- _Records for this exercise_:
* * * * * * *
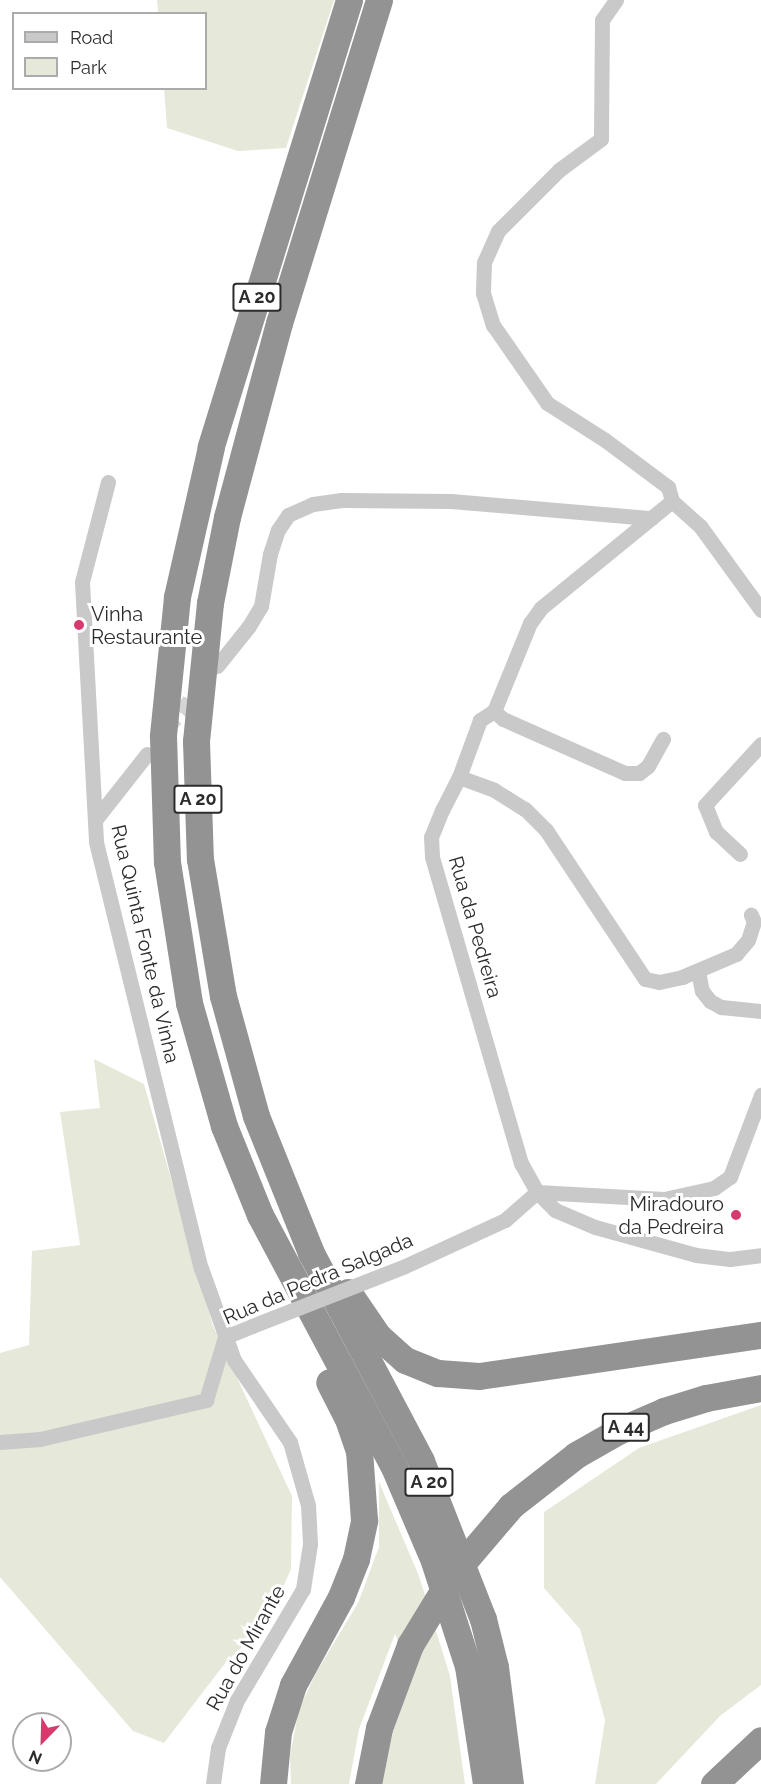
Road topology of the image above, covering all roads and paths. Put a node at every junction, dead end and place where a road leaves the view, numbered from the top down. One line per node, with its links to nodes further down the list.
1 (349, 0): 22 (highway, A 20)
2 (379, 0): 21 (highway, A 20)
3 (616, 0): 5 (street)
4 (108, 482): 14 (street, Rua Quinta Fonte da Vinha)
5 (672, 501): 6 (street, Rua da Pedreira); 7 (street)
6 (651, 518): 8 (street); 9 (street, Rua da Pedreira)
7 (761, 610)
8 (217, 666)
9 (494, 711): 10 (street); 13 (street, Rua da Pedreira)
10 (663, 739)
11 (761, 744): 15 (street)
12 (147, 754): 14 (street)
13 (459, 777): 17 (street); 20 (street, Rua da Pedreira)
14 (94, 820): 25 (street, Rua Quinta Fonte da Vinha)
15 (740, 854)
16 (751, 915): 17 (street)
17 (698, 971): 18 (street)
18 (761, 1011)
19 (761, 1095): 20 (street)
20 (537, 1192): 23 (street, Rua da Pedreira); 25 (street, Rua da Pedra Salgada, bridge)
21 (289, 1200): 24 (highway); 33 (highway, A 20)
22 (260, 1215): 30 (highway); 32 (highway, A 20)
23 (761, 1255)
24 (761, 1335)
25 (225, 1337): 27 (street, Rua da Pedra Salgada); 29 (street, Rua do Mirante)
26 (761, 1388): 31 (highway, A 44, bridge)
27 (0, 1442)
28 (761, 1740): 34 (highway)
29 (213, 1784)
30 (273, 1784)
31 (368, 1784)
32 (486, 1784)
33 (510, 1784)
34 (714, 1784)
* * * * * * *
- _Aim of the task_:
Each entry must be retyped word for word, with every image omitted.

- _Answer to the problem_:
Road topology of the image above, covering all roads and paths. Put a node at every junction, dead end and place where a road leaves the view, numbered from the top down. One line per node, with its links to nodes further down the list.
1 (349, 0): 22 (highway, A 20)
2 (379, 0): 21 (highway, A 20)
3 (616, 0): 5 (street)
4 (108, 482): 14 (street, Rua Quinta Fonte da Vinha)
5 (672, 501): 6 (street, Rua da Pedreira); 7 (street)
6 (651, 518): 8 (street); 9 (street, Rua da Pedreira)
7 (761, 610)
8 (217, 666)
9 (494, 711): 10 (street); 13 (street, Rua da Pedreira)
10 (663, 739)
11 (761, 744): 15 (street)
12 (147, 754): 14 (street)
13 (459, 777): 17 (street); 20 (street, Rua da Pedreira)
14 (94, 820): 25 (street, Rua Quinta Fonte da Vinha)
15 (740, 854)
16 (751, 915): 17 (street)
17 (698, 971): 18 (street)
18 (761, 1011)
19 (761, 1095): 20 (street)
20 (537, 1192): 23 (street, Rua da Pedreira); 25 (street, Rua da Pedra Salgada, bridge)
21 (289, 1200): 24 (highway); 33 (highway, A 20)
22 (260, 1215): 30 (highway); 32 (highway, A 20)
23 (761, 1255)
24 (761, 1335)
25 (225, 1337): 27 (street, Rua da Pedra Salgada); 29 (street, Rua do Mirante)
26 (761, 1388): 31 (highway, A 44, bridge)
27 (0, 1442)
28 (761, 1740): 34 (highway)
29 (213, 1784)
30 (273, 1784)
31 (368, 1784)
32 (486, 1784)
33 (510, 1784)
34 (714, 1784)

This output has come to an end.